NodeTool runs most graphs on your machine. When a node needs a GPU you don’t have — large image/video models, HuggingFace pipelines — you can rent one for the duration of the work instead of buying hardware. A worker is a remote box running the lean NodeTool Python worker image; your local NodeTool instance attaches to it, runs the Python nodes there, and tears it down when you’re done.
This is a different subsystem from server deployment. A server is long-lived infrastructure that humans connect into. A worker is an ephemeral, billing-sensitive box that one NodeTool instance connects out to. Because GPUs bill by the minute, teardown is the headline feature — see the cost guard below.
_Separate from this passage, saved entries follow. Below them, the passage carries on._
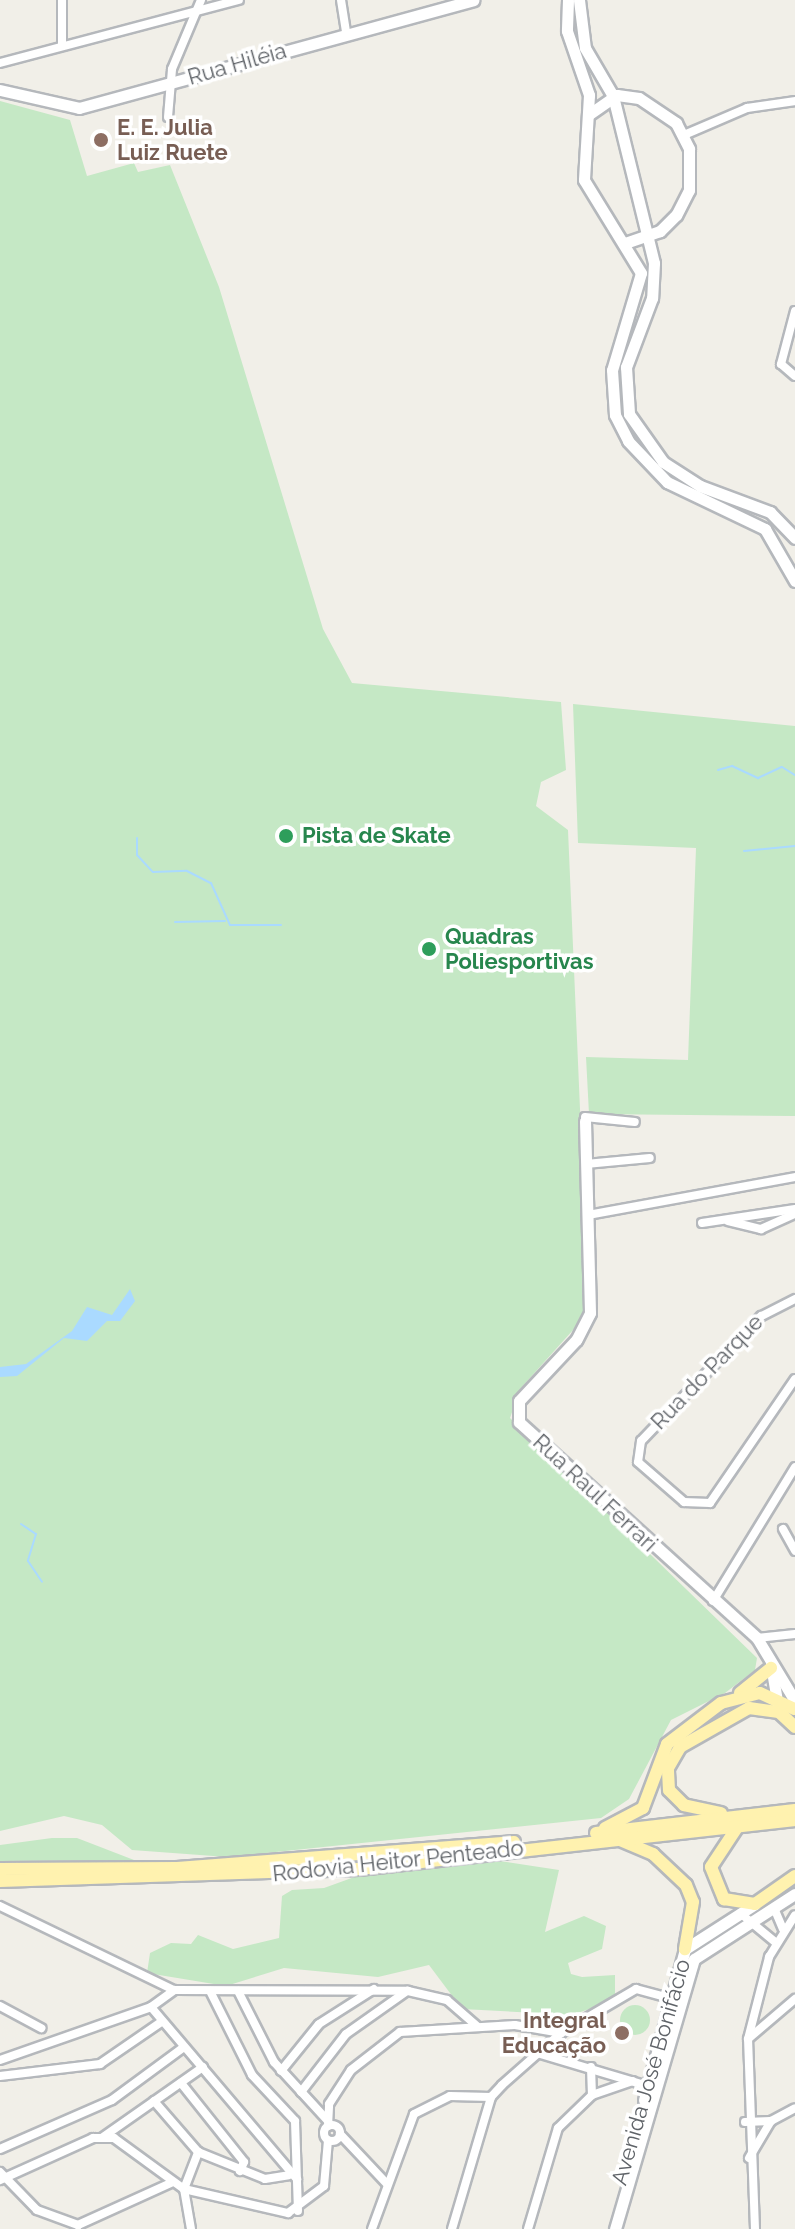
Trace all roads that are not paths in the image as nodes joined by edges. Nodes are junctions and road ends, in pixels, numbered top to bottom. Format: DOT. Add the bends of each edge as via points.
graph roads {
  1 [pos="62,0"];
  2 [pos="201,0"];
  3 [pos="239,0"];
  4 [pos="341,0"];
  5 [pos="473,0"];
  6 [pos="568,0"];
  7 [pos="579,0"];
  8 [pos="218,2"];
  9 [pos="197,10"];
  10 [pos="178,15"];
  11 [pos="189,29"];
  12 [pos="346,33"];
  13 [pos="62,46"];
  14 [pos="0,63"];
  15 [pos="175,64"];
  16 [pos="188,78"];
  17 [pos="168,84"];
  18 [pos="0,90"];
  19 [pos="613,96"];
  20 [pos="795,101"];
  21 [pos="588,115"];
  22 [pos="168,117"];
  23 [pos="684,135"];
  24 [pos="648,236"];
  25 [pos="625,243"];
  26 [pos="795,311"];
  27 [pos="795,376"];
  28 [pos="795,538"];
  29 [pos="795,581"];
  30 [pos="585,1119"];
  31 [pos="635,1122"];
  32 [pos="650,1158"];
  33 [pos="586,1164"];
  34 [pos="795,1177"];
  35 [pos="795,1212"];
  36 [pos="588,1215"];
  37 [pos="724,1220"];
  38 [pos="702,1223"];
  39 [pos="795,1299"];
  40 [pos="795,1379"];
  41 [pos="795,1467"];
  42 [pos="783,1529"];
  43 [pos="795,1551"];
  44 [pos="713,1601"];
  45 [pos="795,1634"];
  46 [pos="757,1638"];
  47 [pos="771,1664"];
  48 [pos="776,1696"];
  49 [pos="732,1697"];
  50 [pos="795,1701"];
  51 [pos="795,1709"];
  52 [pos="779,1712"];
  53 [pos="795,1727"];
  54 [pos="795,1810"];
  55 [pos="741,1820"];
  56 [pos="795,1820"];
  57 [pos="592,1834"];
  58 [pos="617,1839"];
  59 [pos="0,1869"];
  60 [pos="795,1876"];
  61 [pos="0,1881"];
  62 [pos="795,1894"];
  63 [pos="1,1904"];
  64 [pos="755,1904"];
  65 [pos="774,1908"];
  66 [pos="740,1913"];
  67 [pos="795,1915"];
  68 [pos="748,1925"];
  69 [pos="783,1929"];
  70 [pos="775,1942"];
  71 [pos="685,1949"];
  72 [pos="375,1989"];
  73 [pos="174,1990"];
  74 [pos="210,1991"];
  75 [pos="238,1991"];
  76 [pos="408,1991"];
  77 [pos="670,1998"];
  78 [pos="795,1999"];
  79 [pos="0,2006"];
  80 [pos="151,2007"];
  81 [pos="161,2022"];
  82 [pos="477,2026"];
  83 [pos="41,2028"];
  84 [pos="561,2033"];
  85 [pos="748,2039"];
  86 [pos="184,2047"];
  87 [pos="537,2053"];
  88 [pos="0,2060"];
  89 [pos="203,2067"];
  90 [pos="591,2067"];
  91 [pos="281,2071"];
  92 [pos="0,2076"];
  93 [pos="633,2081"];
  94 [pos="181,2083"];
  95 [pos="648,2086"];
  96 [pos="301,2092"];
  97 [pos="592,2095"];
  98 [pos="491,2097"];
  99 [pos="154,2101"];
  100 [pos="795,2108"];
  101 [pos="771,2121"];
  102 [pos="745,2122"];
  103 [pos="329,2124"];
  104 [pos="103,2137"];
  105 [pos="335,2138"];
  106 [pos="0,2149"];
  107 [pos="198,2152"];
  108 [pos="749,2158"];
  109 [pos="240,2171"];
  110 [pos="2,2177"];
  111 [pos="293,2177"];
  112 [pos="173,2182"];
  113 [pos="386,2183"];
  114 [pos="184,2189"];
  115 [pos="298,2211"];
  116 [pos="191,2229"];
  117 [pos="372,2229"];
  118 [pos="452,2229"];
  119 [pos="528,2229"];
  120 [pos="607,2229"];
  121 [pos="615,2229"];
  122 [pos="755,2229"];
  1 -- 13 [label="street"];
  2 -- 9 [label="street"];
  3 -- 8 [label="street"];
  4 -- 12 [label="street"];
  5 -- 12 [label="main road, Rua Hiléia"];
  6 -- 21 [label="main road" via="567,31 588,89"];
  7 -- 19 [label="main road" via="588,58"];
  8 -- 9 [label="street"];
  9 -- 10 [label="street"];
  9 -- 11 [label="street"];
  10 -- 11 [label="street"];
  10 -- 13 [label="street"];
  11 -- 15 [label="street"];
  12 -- 16 [label="main road, Rua Hiléia"];
  13 -- 14 [label="street"];
  15 -- 16 [label="street"];
  15 -- 17 [label="street"];
  16 -- 17 [label="main road, Rua Hiléia"];
  17 -- 18 [label="main road, Rua Hiléia" via="79,108"];
  17 -- 22 [label="street"];
  19 -- 21 [label="main road"];
  19 -- 23 [label="main road" via="654,104"];
  19 -- 24 [label="main road"];
  20 -- 23 [label="street" via="747,108"];
  21 -- 25 [label="main road" via="581,147 586,190"];
  23 -- 24 [label="main road" via="689,190 676,215"];
  24 -- 25 [label="main road"];
  24 -- 28 [label="main road" via="653,291 625,376 635,427 685,478 770,512"];
  25 -- 29 [label="main road" via="641,273 611,379 622,431 680,491 765,529"];
  26 -- 27 [label="street" via="781,364"];
  30 -- 31 [label="street"];
  30 -- 33 [label="main road, Rua Raul Ferrari"];
  32 -- 33 [label="street"];
  33 -- 36 [label="main road, Rua Raul Ferrari"];
  34 -- 36 [label="street"];
  35 -- 37 [label="street"];
  35 -- 37 [label="street" via="761,1229"];
  36 -- 44 [label="main road, Rua Raul Ferrari" via="590,1313 576,1340 519,1401 519,1422"];
  37 -- 38 [label="street"];
  39 -- 40 [label="street, Rua do Parque" via="761,1316 641,1441 638,1462 684,1502 710,1503"];
  41 -- 44 [label="street"];
  42 -- 43 [label="street"];
  44 -- 46 [label="main road, Rua Raul Ferrari"];
  45 -- 46 [label="street"];
  46 -- 47 [label="main road, Rua Raul Ferrari"];
  47 -- 48 [label="main road"];
  47 -- 49 [label="main road"];
  47 -- 50 [label="main road, Rua Raul Ferrari"];
  48 -- 49 [label="main road"];
  48 -- 51 [label="main road"];
  48 -- 52 [label="main road"];
  49 -- 57 [label="main road" via="667,1744 643,1808"];
  52 -- 53 [label="main road"];
  52 -- 55 [label="main road" via="749,1708 724,1718 680,1747 668,1768 669,1790 684,1805"];
  54 -- 55 [label="main road, Rodovia Heitor Penteado"];
  55 -- 56 [label="main road, Rodovia Heitor Penteado"];
  55 -- 57 [label="main road, Rodovia Heitor Penteado"];
  55 -- 58 [label="main road, Rodovia Heitor Penteado"];
  55 -- 64 [label="main road" via="714,1856 711,1880 724,1899"];
  57 -- 59 [label="main road, Rodovia Heitor Penteado" via="293,1862"];
  58 -- 61 [label="main road, Rodovia Heitor Penteado" via="359,1869"];
  58 -- 71 [label="main road" via="653,1854 686,1885 693,1902"];
  60 -- 64 [label="main road"];
  62 -- 65 [label="main road, Avenida José Bonifácio"];
  63 -- 73 [label="street"];
  64 -- 66 [label="main road, Avenida José Bonifácio"];
  65 -- 68 [label="main road, Avenida José Bonifácio"];
  65 -- 69 [label="street"];
  66 -- 68 [label="street"];
  66 -- 71 [label="main road, Avenida José Bonifácio"];
  67 -- 69 [label="street"];
  68 -- 70 [label="street"];
  68 -- 121 [label="main road, Avenida José Bonifácio" via="694,1959"];
  69 -- 70 [label="street"];
  70 -- 85 [label="street"];
  71 -- 77 [label="main road, Avenida José Bonifácio"];
  72 -- 75 [label="street"];
  72 -- 76 [label="street"];
  72 -- 91 [label="street" via="319,2024"];
  73 -- 74 [label="street"];
  73 -- 80 [label="street"];
  74 -- 75 [label="street"];
  74 -- 111 [label="street" via="252,2075 295,2121"];
  75 -- 91 [label="street"];
  76 -- 82 [label="street" via="447,2000"];
  76 -- 96 [label="street" via="346,2034"];
  77 -- 84 [label="street" via="636,1989"];
  77 -- 95 [label="main road, Avenida José Bonifácio"];
  78 -- 85 [label="street"];
  79 -- 83 [label="street"];
  80 -- 81 [label="street"];
  80 -- 88 [label="street"];
  81 -- 86 [label="street"];
  81 -- 92 [label="street" via="100,2064"];
  82 -- 84 [label="street"];
  82 -- 103 [label="street" via="412,2029 389,2038 351,2070"];
  84 -- 87 [label="street"];
  85 -- 102 [label="street"];
  86 -- 89 [label="street"];
  86 -- 106 [label="street" via="112,2100"];
  87 -- 90 [label="street"];
  87 -- 98 [label="street"];
  89 -- 94 [label="street"];
  89 -- 111 [label="street"];
  90 -- 93 [label="street"];
  90 -- 97 [label="street" via="597,2081"];
  91 -- 96 [label="street"];
  93 -- 95 [label="street"];
  93 -- 97 [label="street"];
  94 -- 99 [label="street"];
  94 -- 109 [label="street" via="244,2162"];
  95 -- 120 [label="main road, Avenida José Bonifácio"];
  96 -- 103 [label="street"];
  97 -- 119 [label="street" via="558,2128"];
  98 -- 113 [label="street" via="450,2096 414,2114"];
  98 -- 118 [label="street"];
  99 -- 104 [label="street"];
  99 -- 107 [label="street"];
  100 -- 101 [label="street"];
  101 -- 102 [label="street"];
  101 -- 108 [label="street"];
  102 -- 108 [label="street"];
  103 -- 105 [label="street"];
  103 -- 105 [label="street"];
  104 -- 110 [label="street"];
  104 -- 112 [label="street" via="136,2149"];
  105 -- 113 [label="street" via="355,2149"];
  105 -- 115 [label="street" via="324,2186"];
  107 -- 109 [label="street"];
  107 -- 114 [label="street"];
  108 -- 122 [label="street"];
  109 -- 111 [label="street" via="265,2179"];
  110 -- 112 [label="street" via="50,2219 78,2225"];
  111 -- 115 [label="street"];
  112 -- 114 [label="street"];
  113 -- 117 [label="street"];
  114 -- 115 [label="street" via="265,2211"];
  114 -- 116 [label="street"];
}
The model: profiles → instances
Two concepts, deliberately split:
| Worker profile | Worker instance | |
|---|---|---|
| What | A declarative, reusable preset | A live, running worker |
| Lifetime | Permanent until you delete it | Ephemeral — spin up, attach, tear down |
| Holds | target, image, GPU/vCPU spec, token policy, idle timeout, max lifetime | the provider’s pod/instance id, the wss:// URL, the bearer token, status, cost |
| Stored | worker_profiles table (DB) |
worker_instances table (DB) |
A profile is the recipe (“an A40 RunPod pod running the HuggingFace worker
image, idle-stop after 15 minutes”). Provisioning a profile launches an
instance. Instances are never written to deployment.yaml — nothing should
ever be able to resurrect a torn-down GPU pod from declarative config. Both
tables live in NodeTool’s SQLite DB so the UI and CLI share one source of truth.
Prerequisites
- A RunPod account and API key (runpod.io console → settings), or a Vast.ai account and API key.
- A worker container image — the published NodeTool worker image, or your own
built from a NodeTool Python package. It must run
python -m nodetool.workeron port 7777 (msgpack RPC, bearer-token auth).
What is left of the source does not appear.